» **Stored data**
►
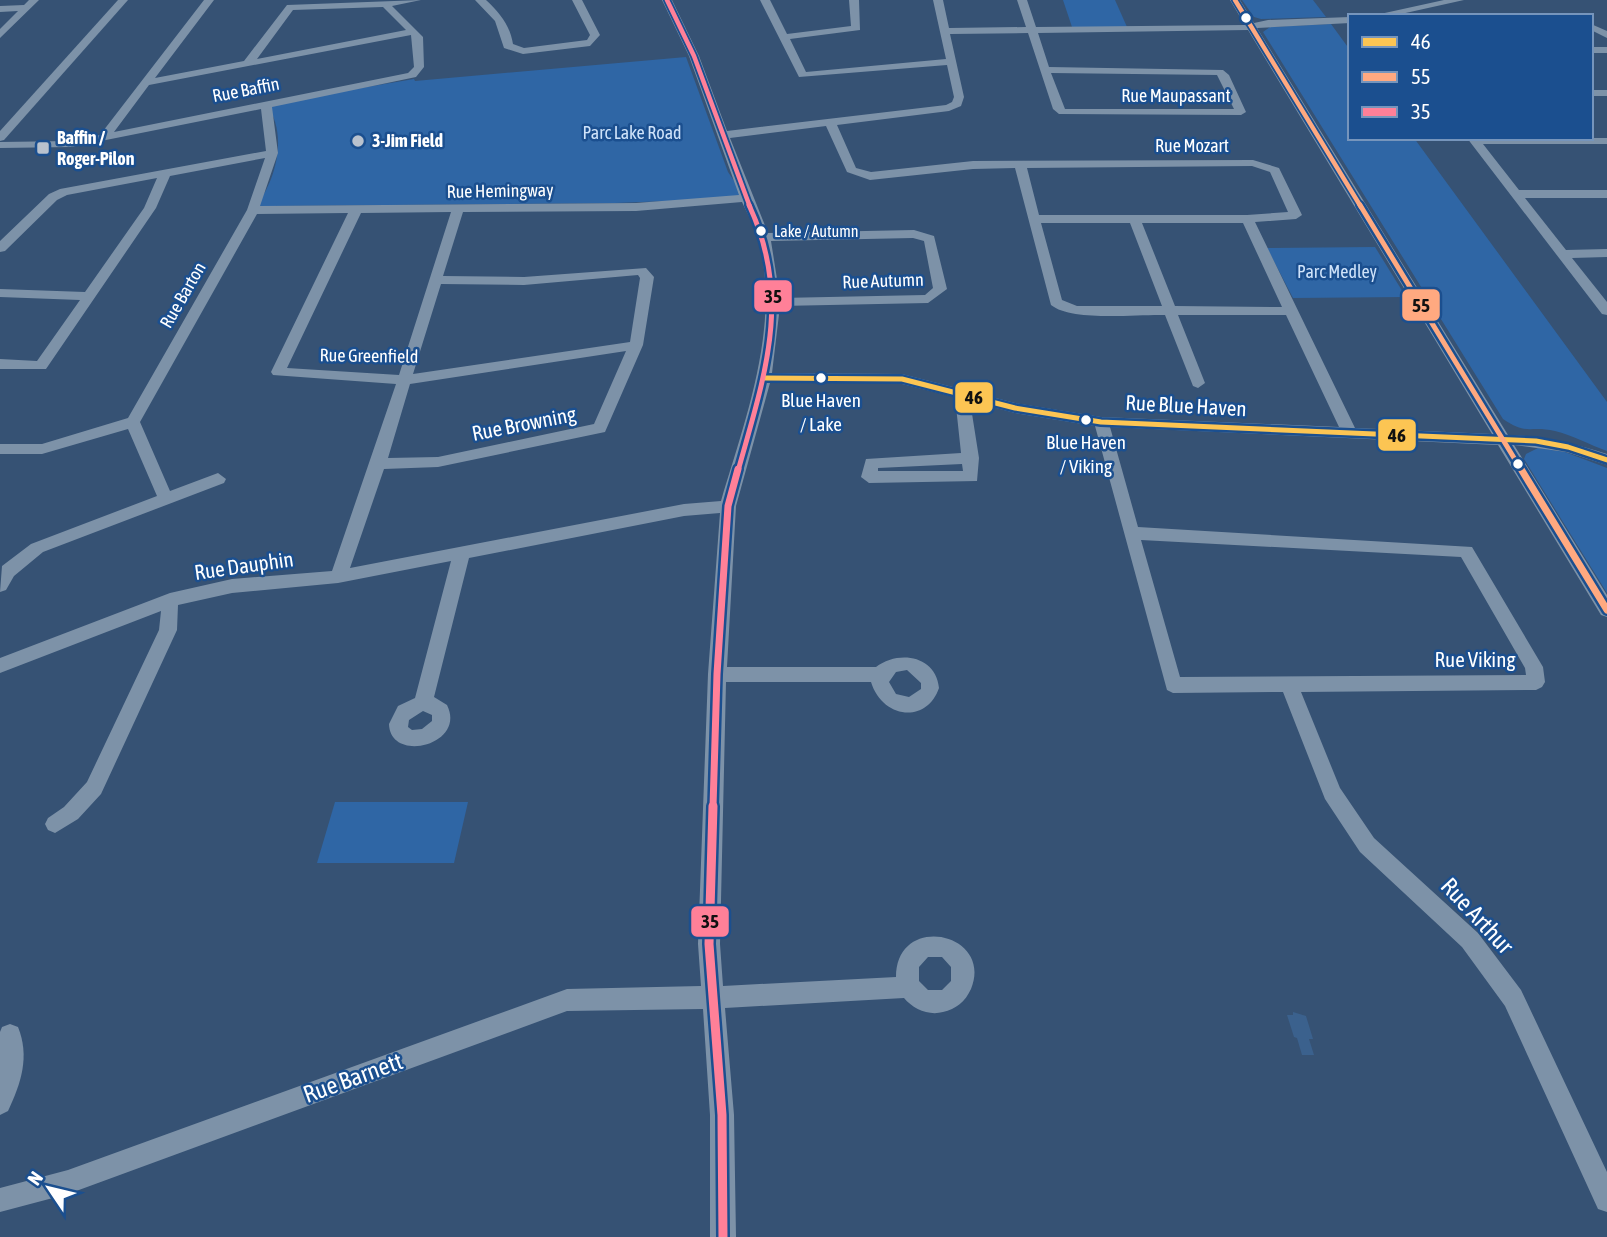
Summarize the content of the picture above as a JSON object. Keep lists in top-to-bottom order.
{
  "streets": {
    "street": [
      "Rue Baffin",
      "Rue Maupassant",
      "Rue Mozart",
      "Rue Hemingway",
      "Rue Autumn",
      "Rue Barton",
      "Rue Greenfield",
      "Rue Blue Haven",
      "Rue Browning",
      "Rue Dauphin",
      "Rue Viking",
      "Rue Arthur",
      "Rue Barnett"
    ]
  },
  "crossings": [
    ["Rue Baffin", "Rue Barton"],
    ["Rue Hemingway", "Rue Barton"],
    ["Rue Hemingway", "Rue Greenfield"],
    ["Rue Greenfield", "Rue Browning"],
    ["Rue Blue Haven", "Rue Viking"],
    ["Rue Viking", "Rue Arthur"]
  ],
  "parks": ["Parc Lake Road", "Parc Medley"],
  "places": {
    "other": [
      "3-Jim Field",
      "Lake / Autumn",
      "Blue Haven / Lake",
      "Blue Haven / Viking"
    ],
    "transit": ["Baffin / Roger-Pilon"]
  },
  "lines": ["transit line 55", "transit line 35", "transit line 46"],
  "legend": ["46", "55", "35"],
  "north": "top left"
}
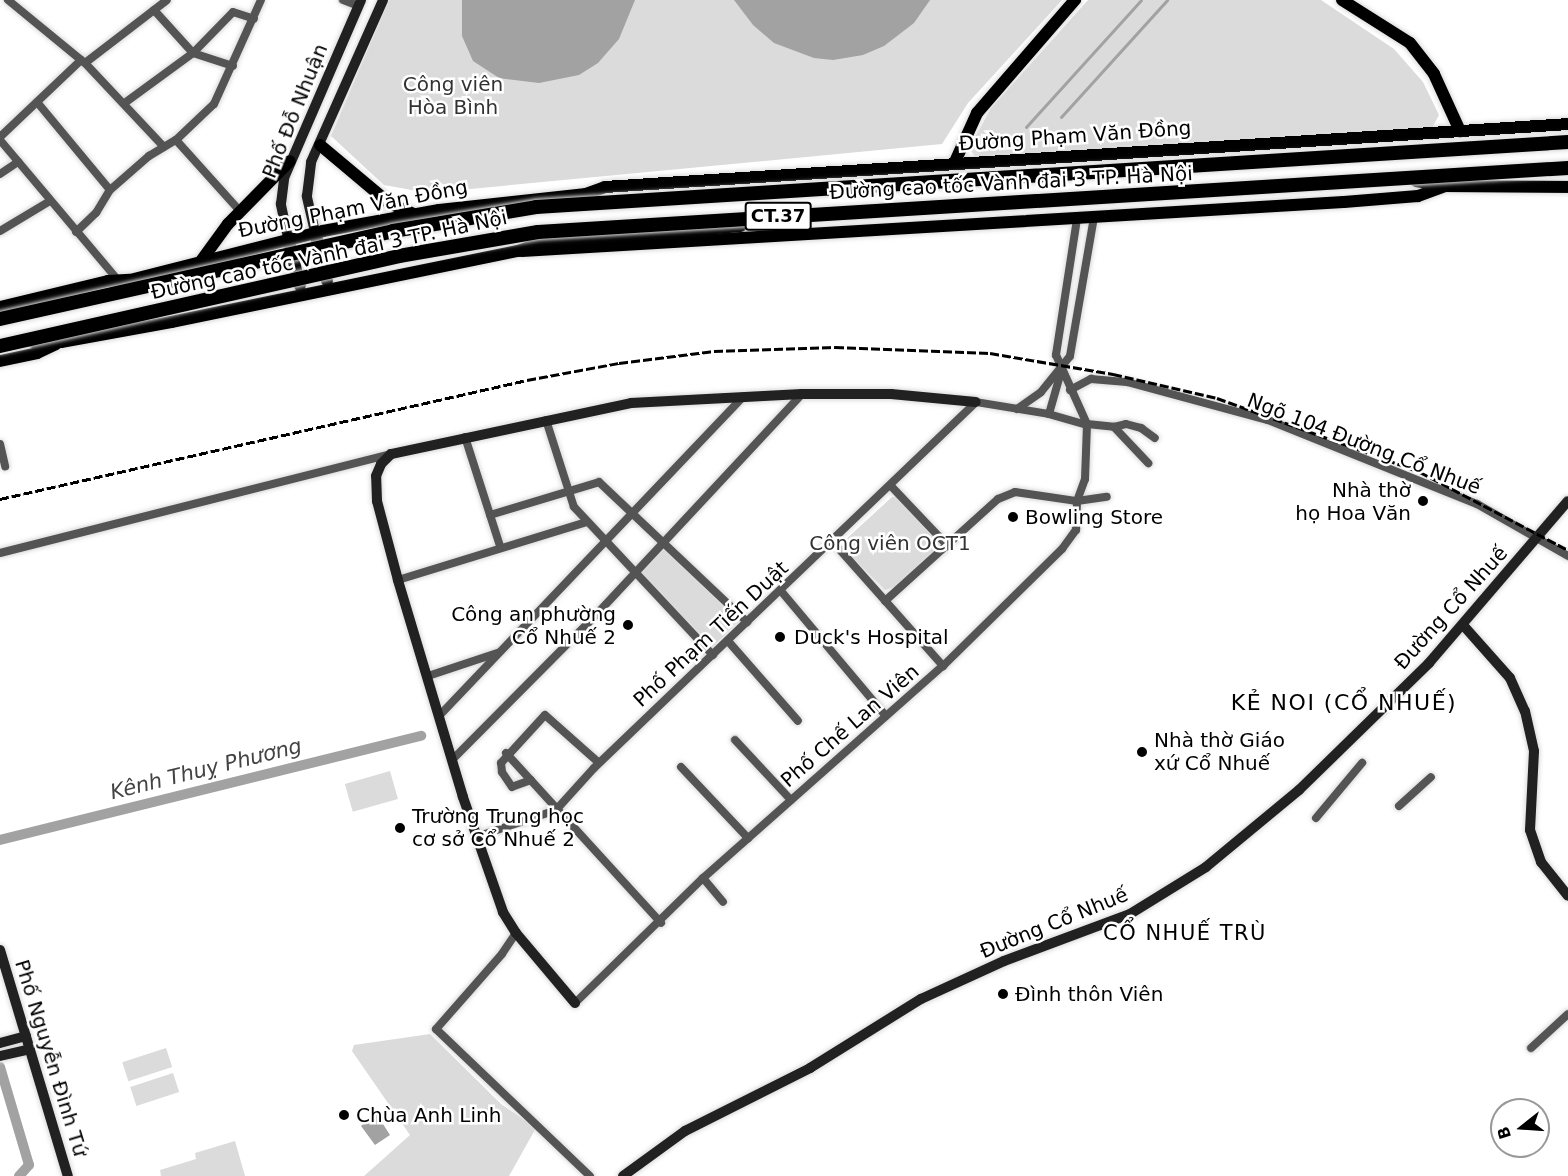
◄
» **Problem to solve**
Your reply should be the full data above, copied exactly, with no pictures in it.

» **Answer to this exercise**
Summarize the content of the picture above as a JSON object. Keep lists in top-to-bottom order.
{
  "streets": {
    "street": [
      "Rue Baffin",
      "Rue Maupassant",
      "Rue Mozart",
      "Rue Hemingway",
      "Rue Autumn",
      "Rue Barton",
      "Rue Greenfield",
      "Rue Blue Haven",
      "Rue Browning",
      "Rue Dauphin",
      "Rue Viking",
      "Rue Arthur",
      "Rue Barnett"
    ]
  },
  "crossings": [
    ["Rue Baffin", "Rue Barton"],
    ["Rue Hemingway", "Rue Barton"],
    ["Rue Hemingway", "Rue Greenfield"],
    ["Rue Greenfield", "Rue Browning"],
    ["Rue Blue Haven", "Rue Viking"],
    ["Rue Viking", "Rue Arthur"]
  ],
  "parks": ["Parc Lake Road", "Parc Medley"],
  "places": {
    "other": [
      "3-Jim Field",
      "Lake / Autumn",
      "Blue Haven / Lake",
      "Blue Haven / Viking"
    ],
    "transit": ["Baffin / Roger-Pilon"]
  },
  "lines": ["transit line 55", "transit line 35", "transit line 46"],
  "legend": ["46", "55", "35"],
  "north": "top left"
}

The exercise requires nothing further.